Creating a Cache-aware HTTP/2 Server Push Mechanism
If you’ve been reading at all about HTTP/2, then you’ve likely heard about server push. If not, here’s the gist of it: Server push lets you preemptively send an asset when the client requests another. To use it, you need an HTTP/2-capable web server, and then you just set a Link
header for the asset you want to push like so:
Link: </css/styles.css>; rel=preload
If this rule is set as a response header for an HTML resource, say index.html
, the server will not only transmit index.html
, but also styles.css
in reply. This eliminates the return trip latency from the server, meaning that the document can render faster. At least in this scenario when CSS is pushed. You can push whatever your little heart desires.

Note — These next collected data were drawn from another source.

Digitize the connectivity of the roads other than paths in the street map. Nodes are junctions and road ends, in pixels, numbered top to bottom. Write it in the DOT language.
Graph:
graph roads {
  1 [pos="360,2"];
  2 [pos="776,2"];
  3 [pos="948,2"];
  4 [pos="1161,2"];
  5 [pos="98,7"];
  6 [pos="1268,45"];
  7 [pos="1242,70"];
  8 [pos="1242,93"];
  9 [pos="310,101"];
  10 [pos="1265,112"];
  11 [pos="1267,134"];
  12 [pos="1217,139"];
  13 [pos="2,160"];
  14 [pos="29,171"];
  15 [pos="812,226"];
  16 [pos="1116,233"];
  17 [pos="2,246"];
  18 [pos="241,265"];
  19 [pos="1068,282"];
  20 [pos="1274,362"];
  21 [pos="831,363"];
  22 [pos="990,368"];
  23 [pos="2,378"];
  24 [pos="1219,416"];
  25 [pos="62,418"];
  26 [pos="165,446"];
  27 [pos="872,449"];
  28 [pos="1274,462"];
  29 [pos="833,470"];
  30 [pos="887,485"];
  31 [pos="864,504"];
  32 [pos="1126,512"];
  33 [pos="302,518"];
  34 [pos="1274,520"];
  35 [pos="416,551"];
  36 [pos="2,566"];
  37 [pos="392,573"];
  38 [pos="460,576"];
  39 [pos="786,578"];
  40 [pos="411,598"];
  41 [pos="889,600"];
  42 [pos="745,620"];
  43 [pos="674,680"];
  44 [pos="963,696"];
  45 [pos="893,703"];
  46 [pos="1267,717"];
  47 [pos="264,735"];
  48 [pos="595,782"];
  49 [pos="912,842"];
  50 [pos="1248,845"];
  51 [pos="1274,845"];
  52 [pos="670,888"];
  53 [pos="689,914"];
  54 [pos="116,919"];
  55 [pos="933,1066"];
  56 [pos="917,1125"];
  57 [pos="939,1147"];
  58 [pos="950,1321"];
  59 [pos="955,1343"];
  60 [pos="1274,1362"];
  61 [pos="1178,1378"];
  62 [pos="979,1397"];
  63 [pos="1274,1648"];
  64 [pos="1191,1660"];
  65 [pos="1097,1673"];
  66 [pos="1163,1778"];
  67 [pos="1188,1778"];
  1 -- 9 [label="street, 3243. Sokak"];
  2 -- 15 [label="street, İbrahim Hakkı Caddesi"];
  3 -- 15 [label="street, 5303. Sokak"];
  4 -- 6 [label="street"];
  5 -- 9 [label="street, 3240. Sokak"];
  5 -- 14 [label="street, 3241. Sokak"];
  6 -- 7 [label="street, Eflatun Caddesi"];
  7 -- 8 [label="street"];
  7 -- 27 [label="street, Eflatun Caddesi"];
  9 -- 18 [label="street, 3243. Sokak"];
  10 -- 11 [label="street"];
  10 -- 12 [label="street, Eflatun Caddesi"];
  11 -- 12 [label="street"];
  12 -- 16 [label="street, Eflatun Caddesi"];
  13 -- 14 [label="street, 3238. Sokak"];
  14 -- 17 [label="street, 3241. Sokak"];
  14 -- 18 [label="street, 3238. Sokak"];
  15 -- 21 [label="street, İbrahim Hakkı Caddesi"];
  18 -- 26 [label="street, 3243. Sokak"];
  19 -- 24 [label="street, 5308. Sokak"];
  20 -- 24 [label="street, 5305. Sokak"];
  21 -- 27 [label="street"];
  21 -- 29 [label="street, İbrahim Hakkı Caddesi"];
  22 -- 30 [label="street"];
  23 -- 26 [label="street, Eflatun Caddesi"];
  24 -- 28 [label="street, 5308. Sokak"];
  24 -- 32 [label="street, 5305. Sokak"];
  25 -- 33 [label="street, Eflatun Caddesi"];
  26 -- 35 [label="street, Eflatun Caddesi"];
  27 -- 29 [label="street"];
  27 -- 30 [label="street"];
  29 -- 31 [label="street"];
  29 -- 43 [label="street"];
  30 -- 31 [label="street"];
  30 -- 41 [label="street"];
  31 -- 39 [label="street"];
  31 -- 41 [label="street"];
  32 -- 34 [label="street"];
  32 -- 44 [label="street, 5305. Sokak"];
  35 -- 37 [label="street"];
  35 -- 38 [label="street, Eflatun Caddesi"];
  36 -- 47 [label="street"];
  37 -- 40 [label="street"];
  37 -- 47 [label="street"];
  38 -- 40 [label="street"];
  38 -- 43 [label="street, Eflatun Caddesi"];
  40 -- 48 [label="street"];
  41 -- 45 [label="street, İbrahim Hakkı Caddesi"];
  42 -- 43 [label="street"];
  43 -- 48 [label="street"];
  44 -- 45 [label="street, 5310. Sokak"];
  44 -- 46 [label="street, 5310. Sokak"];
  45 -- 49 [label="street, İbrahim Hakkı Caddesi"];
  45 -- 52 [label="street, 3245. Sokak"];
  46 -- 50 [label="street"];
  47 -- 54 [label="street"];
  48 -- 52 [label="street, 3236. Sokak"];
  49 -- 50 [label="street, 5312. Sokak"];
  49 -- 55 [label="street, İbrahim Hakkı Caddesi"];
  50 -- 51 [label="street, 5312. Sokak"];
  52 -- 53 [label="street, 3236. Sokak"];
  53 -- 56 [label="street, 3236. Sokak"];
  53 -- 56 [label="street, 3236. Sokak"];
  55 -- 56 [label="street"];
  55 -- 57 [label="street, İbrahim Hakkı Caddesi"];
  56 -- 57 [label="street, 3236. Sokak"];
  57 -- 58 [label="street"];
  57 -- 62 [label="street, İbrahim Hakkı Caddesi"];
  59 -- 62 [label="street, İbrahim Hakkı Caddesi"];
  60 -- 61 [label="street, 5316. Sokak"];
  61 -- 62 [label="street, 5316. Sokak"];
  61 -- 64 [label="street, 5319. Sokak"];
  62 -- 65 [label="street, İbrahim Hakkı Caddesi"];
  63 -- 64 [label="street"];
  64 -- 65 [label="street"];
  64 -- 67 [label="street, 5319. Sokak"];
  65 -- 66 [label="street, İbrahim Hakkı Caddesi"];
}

One issue with server push that some developers have speculated over is that it may not be cache-aware in all situations, depending on any number of factors. Browsers do have the capability to reject pushes, and some servers have their own mitigation mechanisms. For example, Apache’s mod_http2
module has the H2PushDiarySize
directive which attempts to address this problem. H2O Server has a thing called “Cache-aware Server Push” that stores a fingerprint of the pushed assets in a cookie. This is great news, but only if you can actually use H2O Server, which may not be an option for you, depending on your application requirements.
If you’re using an HTTP/2 server that hasn’t solved this problem yet, don’t sweat it. You can easily solve this problem on your own with a little back end code.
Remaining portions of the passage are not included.